What you are asked to do -
Set down every line of the data exactly, skipping the pictures.

Working data: Begin

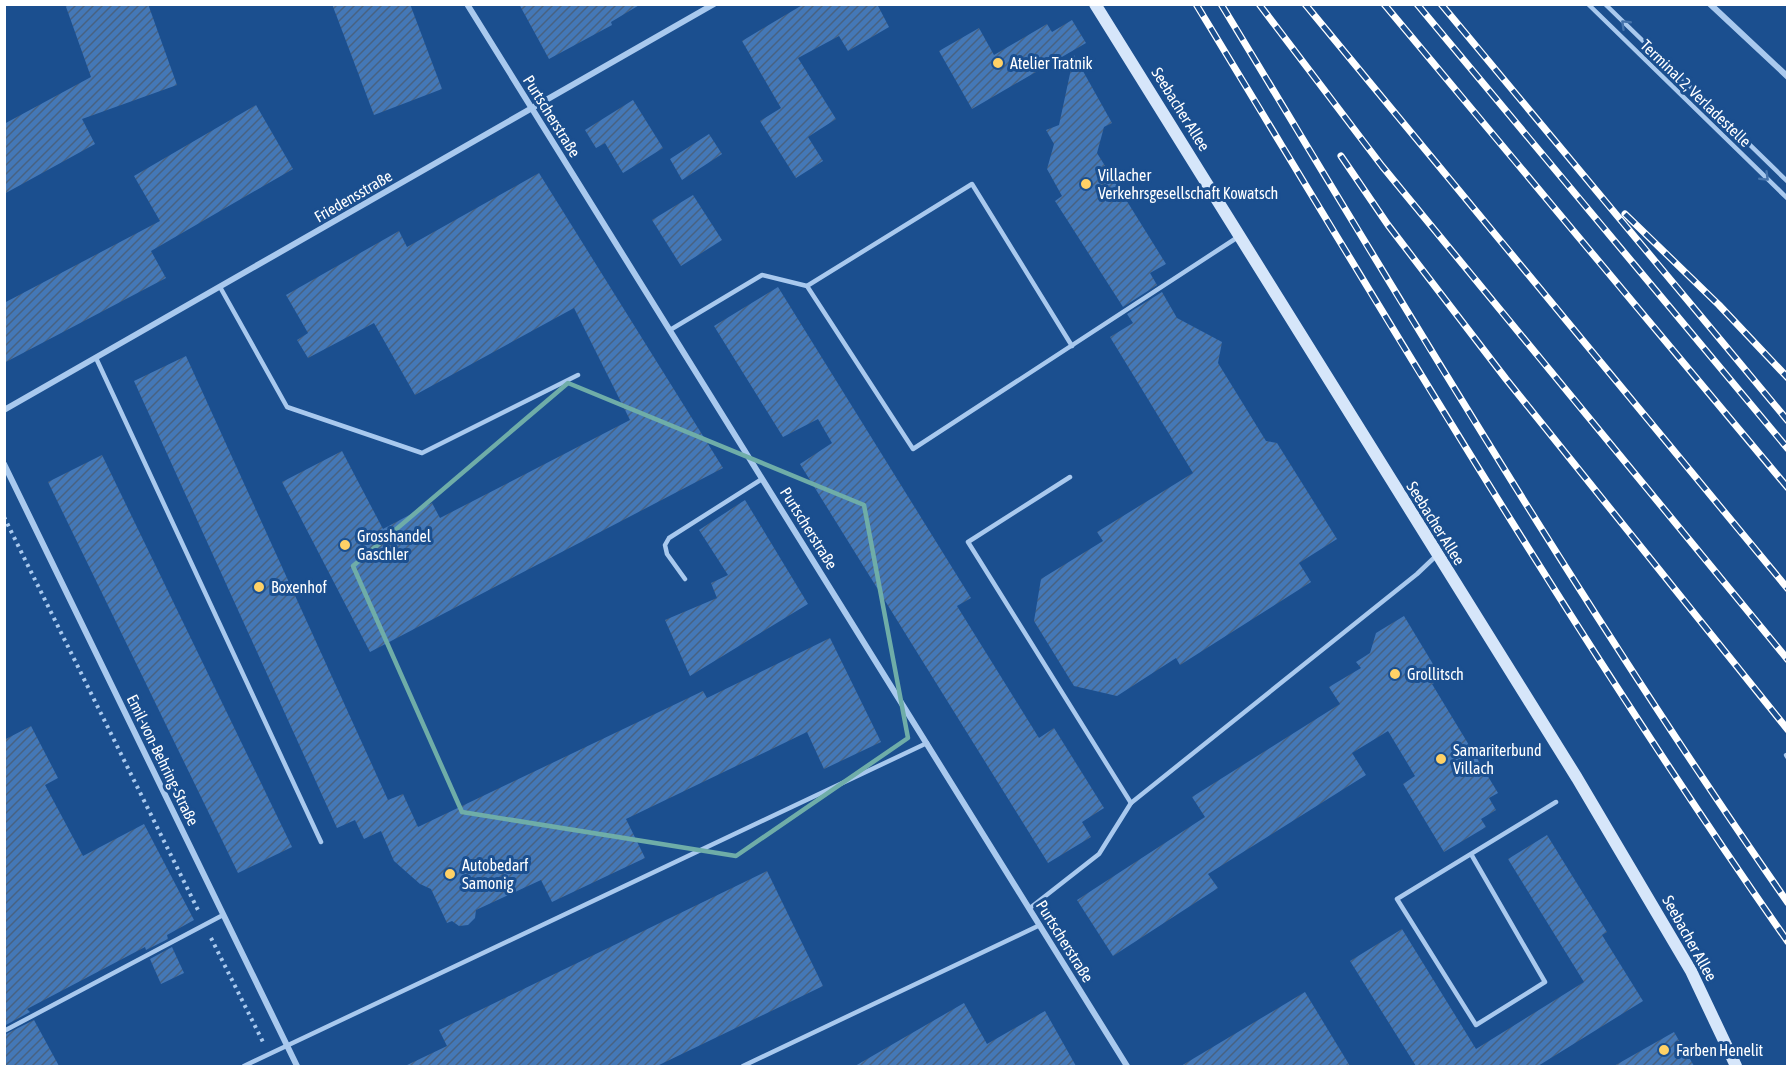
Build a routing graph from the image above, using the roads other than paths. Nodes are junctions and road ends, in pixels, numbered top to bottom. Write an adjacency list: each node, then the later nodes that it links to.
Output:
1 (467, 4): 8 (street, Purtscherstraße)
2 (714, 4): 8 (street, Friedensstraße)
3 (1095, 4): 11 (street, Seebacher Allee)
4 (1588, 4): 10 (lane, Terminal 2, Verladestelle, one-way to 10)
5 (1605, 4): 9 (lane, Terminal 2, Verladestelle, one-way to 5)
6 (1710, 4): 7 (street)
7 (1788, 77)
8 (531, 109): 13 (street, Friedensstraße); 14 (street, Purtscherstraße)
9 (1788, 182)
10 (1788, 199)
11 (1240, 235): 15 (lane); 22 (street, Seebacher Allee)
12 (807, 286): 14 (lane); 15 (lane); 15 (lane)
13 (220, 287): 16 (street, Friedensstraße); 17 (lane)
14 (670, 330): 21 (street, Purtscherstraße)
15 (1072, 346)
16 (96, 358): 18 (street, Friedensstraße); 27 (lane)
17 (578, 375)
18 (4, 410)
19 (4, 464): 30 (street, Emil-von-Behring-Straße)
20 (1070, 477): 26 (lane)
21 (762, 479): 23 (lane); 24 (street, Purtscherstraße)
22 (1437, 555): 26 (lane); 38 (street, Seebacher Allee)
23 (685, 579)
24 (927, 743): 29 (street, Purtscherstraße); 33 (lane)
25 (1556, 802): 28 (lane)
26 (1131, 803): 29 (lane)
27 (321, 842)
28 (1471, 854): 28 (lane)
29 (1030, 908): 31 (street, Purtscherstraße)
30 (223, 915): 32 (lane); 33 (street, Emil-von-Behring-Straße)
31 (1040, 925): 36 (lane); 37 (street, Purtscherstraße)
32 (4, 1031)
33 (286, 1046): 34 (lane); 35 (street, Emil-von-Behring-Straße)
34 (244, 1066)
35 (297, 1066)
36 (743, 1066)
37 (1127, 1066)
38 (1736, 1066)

Working data: End

Written reply -
Build a routing graph from the image above, using the roads other than paths. Nodes are junctions and road ends, in pixels, numbered top to bottom. Write an adjacency list: each node, then the later nodes that it links to.
Output:
1 (467, 4): 8 (street, Purtscherstraße)
2 (714, 4): 8 (street, Friedensstraße)
3 (1095, 4): 11 (street, Seebacher Allee)
4 (1588, 4): 10 (lane, Terminal 2, Verladestelle, one-way to 10)
5 (1605, 4): 9 (lane, Terminal 2, Verladestelle, one-way to 5)
6 (1710, 4): 7 (street)
7 (1788, 77)
8 (531, 109): 13 (street, Friedensstraße); 14 (street, Purtscherstraße)
9 (1788, 182)
10 (1788, 199)
11 (1240, 235): 15 (lane); 22 (street, Seebacher Allee)
12 (807, 286): 14 (lane); 15 (lane); 15 (lane)
13 (220, 287): 16 (street, Friedensstraße); 17 (lane)
14 (670, 330): 21 (street, Purtscherstraße)
15 (1072, 346)
16 (96, 358): 18 (street, Friedensstraße); 27 (lane)
17 (578, 375)
18 (4, 410)
19 (4, 464): 30 (street, Emil-von-Behring-Straße)
20 (1070, 477): 26 (lane)
21 (762, 479): 23 (lane); 24 (street, Purtscherstraße)
22 (1437, 555): 26 (lane); 38 (street, Seebacher Allee)
23 (685, 579)
24 (927, 743): 29 (street, Purtscherstraße); 33 (lane)
25 (1556, 802): 28 (lane)
26 (1131, 803): 29 (lane)
27 (321, 842)
28 (1471, 854): 28 (lane)
29 (1030, 908): 31 (street, Purtscherstraße)
30 (223, 915): 32 (lane); 33 (street, Emil-von-Behring-Straße)
31 (1040, 925): 36 (lane); 37 (street, Purtscherstraße)
32 (4, 1031)
33 (286, 1046): 34 (lane); 35 (street, Emil-von-Behring-Straße)
34 (244, 1066)
35 (297, 1066)
36 (743, 1066)
37 (1127, 1066)
38 (1736, 1066)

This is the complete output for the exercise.